»»

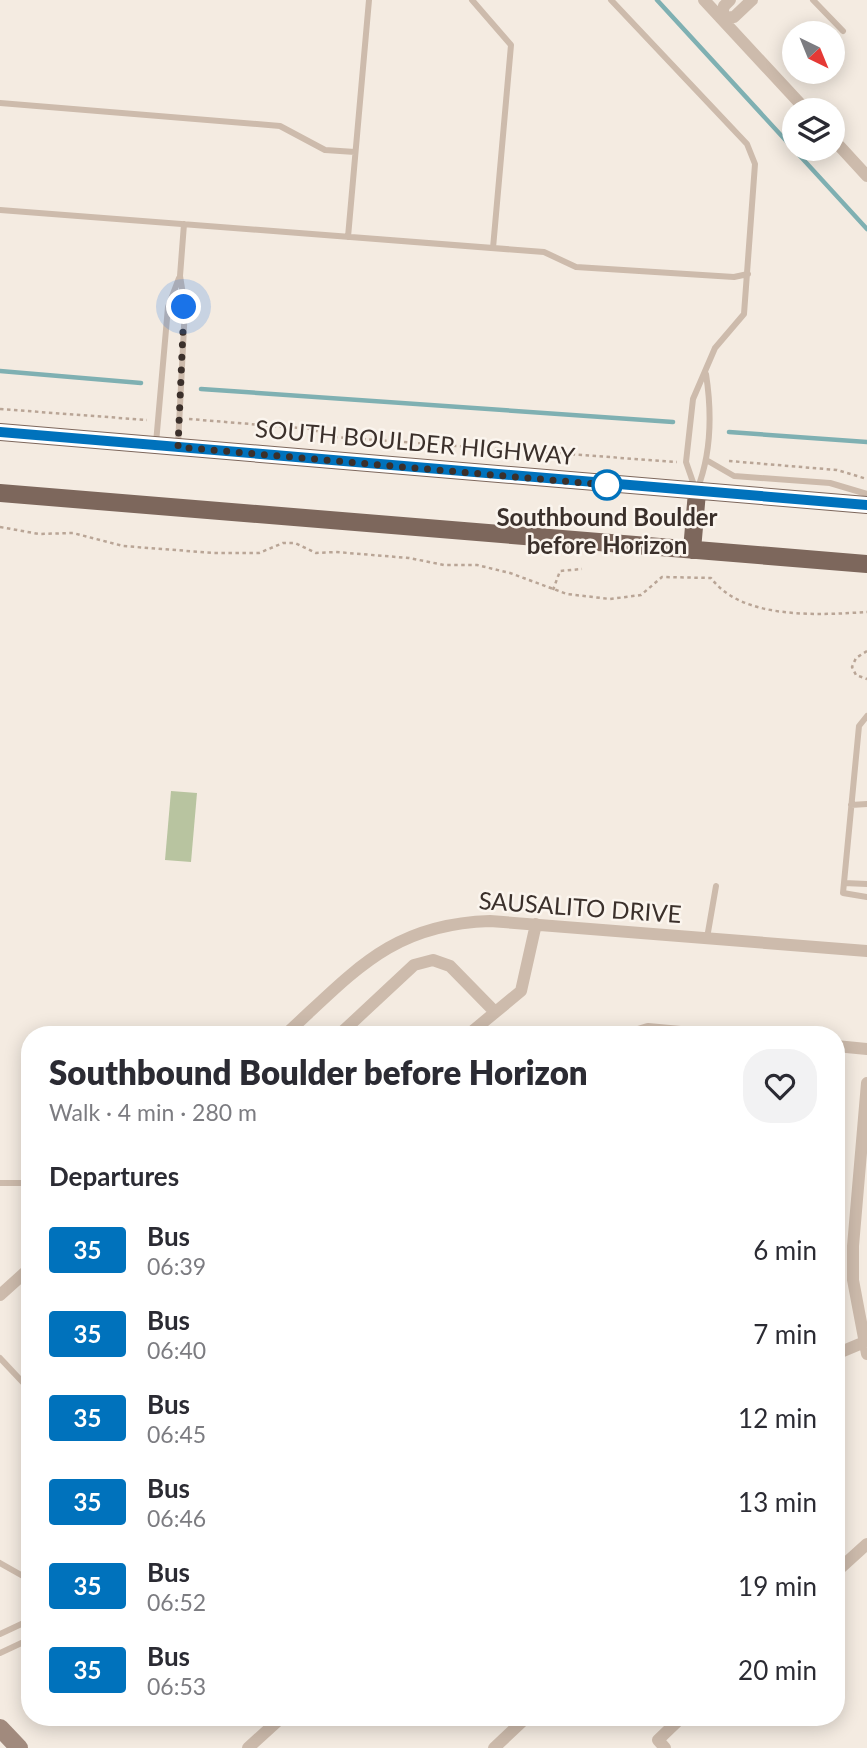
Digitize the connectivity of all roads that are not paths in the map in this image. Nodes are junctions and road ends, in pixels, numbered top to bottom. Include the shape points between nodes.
1 (369, 0) edge
2 (472, 0) edge
3 (611, 0) edge
4 (704, 0) edge
5 (730, 0) edge
6 (752, 0) edge
7 (813, 0) edge
8 (721, 18) junction
9 (833, 21) edge
10 (795, 98) edge
11 (0, 103) edge
12 (355, 152) junction
13 (845, 152) edge
14 (867, 176) edge
15 (0, 210) edge
16 (184, 224) junction
17 (348, 237) junction
18 (493, 248) junction
19 (748, 274) junction
20 (180, 276) junction
21 (705, 372) junction
22 (0, 432) edge
23 (156, 445) junction
24 (178, 447) junction
25 (708, 461) junction
26 (697, 492) junction
27 (0, 493) edge
28 (867, 494) edge
29 (867, 505) edge
30 (692, 550) junction
31 (867, 564) edge
32 (867, 716) edge
33 (856, 750) junction
34 (867, 751) edge
35 (867, 804) edge
36 (851, 806) junction
37 (844, 883) junction
38 (867, 884) edge
39 (716, 886) dead end
40 (867, 897) edge
41 (536, 925) junction
42 (707, 938) junction
43 (867, 951) edge
44 (495, 1012) junction
45 (295, 1026) edge
46 (349, 1026) edge
47 (478, 1026) edge
48 (845, 1047) edge
49 (867, 1049) edge
50 (867, 1083) edge
51 (0, 1183) edge
52 (21, 1183) edge
53 (21, 1276) edge
54 (0, 1295) edge
55 (866, 1346) edge
56 (845, 1352) edge
57 (2, 1363) edge
58 (21, 1381) edge
59 (867, 1544) edge
60 (0, 1563) edge
61 (845, 1564) edge
62 (21, 1575) edge
63 (21, 1624) edge
64 (0, 1634) edge
65 (21, 1643) edge
66 (1, 1651) edge
67 (272, 1726) edge
68 (517, 1726) edge
69 (675, 1726) edge
70 (0, 1728) edge
71 (661, 1744) edge
72 (19, 1748) edge
73 (248, 1748) edge
74 (494, 1748) edge

1 - 12 lane
2 - 18 lane via 511,45
3 - 19 lane via 747,144 755,164
4 - 8 street
5 - 8 street
6 - 8 street via 734,17
7 - 9 lane
8 - 10 street
11 - 12 lane via 281,126 325,150
12 - 17 lane
13 - 14 street
15 - 16 lane
16 - 17 lane
16 - 20 lane
17 - 18 lane
18 - 19 lane via 544,252 576,267 734,277
19 - 21 lane via 744,314 715,348
20 - 23 lane via 168,307
20 - 24 lane via 184,307
21 - 25 lane via 710,398
21 - 26 lane via 693,399 686,462
22 - 23 main road, SOUTH BOULDER HIGHWAY
23 - 24 main road, SOUTH BOULDER HIGHWAY
24 - 26 main road, SOUTH BOULDER HIGHWAY
25 - 26 lane
25 - 28 lane via 734,476 830,483
26 - 29 main road, SOUTH BOULDER HIGHWAY
26 - 30 main road
27 - 30 main road
30 - 31 main road
32 - 33 lane via 859,726
33 - 34 lane
33 - 36 lane
35 - 36 lane
36 - 37 lane
37 - 38 lane
37 - 40 lane via 843,893
39 - 42 lane
41 - 42 street, SAUSALITO DRIVE
41 - 44 street via 521,991
41 - 45 street, SAUSALITO DRIVE via 455,922 409,936 376,953
42 - 43 street, SAUSALITO DRIVE
44 - 46 street via 450,966 433,960 414,965
44 - 47 street
48 - 49 street
50 - 55 street via 853,1245 853,1280
51 - 52 lane
53 - 54 street
55 - 56 street
57 - 58 lane
59 - 61 street
60 - 62 lane
63 - 64 lane
65 - 66 lane
67 - 73 street
68 - 74 street
69 - 71 street
70 - 72 main road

««

GOAL OF THE EXERCISE:
Print out all the material word for word but exclude any images.

YOUR RESPONSE:
Digitize the connectivity of all roads that are not paths in the map in this image. Nodes are junctions and road ends, in pixels, numbered top to bottom. Include the shape points between nodes.
1 (369, 0) edge
2 (472, 0) edge
3 (611, 0) edge
4 (704, 0) edge
5 (730, 0) edge
6 (752, 0) edge
7 (813, 0) edge
8 (721, 18) junction
9 (833, 21) edge
10 (795, 98) edge
11 (0, 103) edge
12 (355, 152) junction
13 (845, 152) edge
14 (867, 176) edge
15 (0, 210) edge
16 (184, 224) junction
17 (348, 237) junction
18 (493, 248) junction
19 (748, 274) junction
20 (180, 276) junction
21 (705, 372) junction
22 (0, 432) edge
23 (156, 445) junction
24 (178, 447) junction
25 (708, 461) junction
26 (697, 492) junction
27 (0, 493) edge
28 (867, 494) edge
29 (867, 505) edge
30 (692, 550) junction
31 (867, 564) edge
32 (867, 716) edge
33 (856, 750) junction
34 (867, 751) edge
35 (867, 804) edge
36 (851, 806) junction
37 (844, 883) junction
38 (867, 884) edge
39 (716, 886) dead end
40 (867, 897) edge
41 (536, 925) junction
42 (707, 938) junction
43 (867, 951) edge
44 (495, 1012) junction
45 (295, 1026) edge
46 (349, 1026) edge
47 (478, 1026) edge
48 (845, 1047) edge
49 (867, 1049) edge
50 (867, 1083) edge
51 (0, 1183) edge
52 (21, 1183) edge
53 (21, 1276) edge
54 (0, 1295) edge
55 (866, 1346) edge
56 (845, 1352) edge
57 (2, 1363) edge
58 (21, 1381) edge
59 (867, 1544) edge
60 (0, 1563) edge
61 (845, 1564) edge
62 (21, 1575) edge
63 (21, 1624) edge
64 (0, 1634) edge
65 (21, 1643) edge
66 (1, 1651) edge
67 (272, 1726) edge
68 (517, 1726) edge
69 (675, 1726) edge
70 (0, 1728) edge
71 (661, 1744) edge
72 (19, 1748) edge
73 (248, 1748) edge
74 (494, 1748) edge

1 - 12 lane
2 - 18 lane via 511,45
3 - 19 lane via 747,144 755,164
4 - 8 street
5 - 8 street
6 - 8 street via 734,17
7 - 9 lane
8 - 10 street
11 - 12 lane via 281,126 325,150
12 - 17 lane
13 - 14 street
15 - 16 lane
16 - 17 lane
16 - 20 lane
17 - 18 lane
18 - 19 lane via 544,252 576,267 734,277
19 - 21 lane via 744,314 715,348
20 - 23 lane via 168,307
20 - 24 lane via 184,307
21 - 25 lane via 710,398
21 - 26 lane via 693,399 686,462
22 - 23 main road, SOUTH BOULDER HIGHWAY
23 - 24 main road, SOUTH BOULDER HIGHWAY
24 - 26 main road, SOUTH BOULDER HIGHWAY
25 - 26 lane
25 - 28 lane via 734,476 830,483
26 - 29 main road, SOUTH BOULDER HIGHWAY
26 - 30 main road
27 - 30 main road
30 - 31 main road
32 - 33 lane via 859,726
33 - 34 lane
33 - 36 lane
35 - 36 lane
36 - 37 lane
37 - 38 lane
37 - 40 lane via 843,893
39 - 42 lane
41 - 42 street, SAUSALITO DRIVE
41 - 44 street via 521,991
41 - 45 street, SAUSALITO DRIVE via 455,922 409,936 376,953
42 - 43 street, SAUSALITO DRIVE
44 - 46 street via 450,966 433,960 414,965
44 - 47 street
48 - 49 street
50 - 55 street via 853,1245 853,1280
51 - 52 lane
53 - 54 street
55 - 56 street
57 - 58 lane
59 - 61 street
60 - 62 lane
63 - 64 lane
65 - 66 lane
67 - 73 street
68 - 74 street
69 - 71 street
70 - 72 main road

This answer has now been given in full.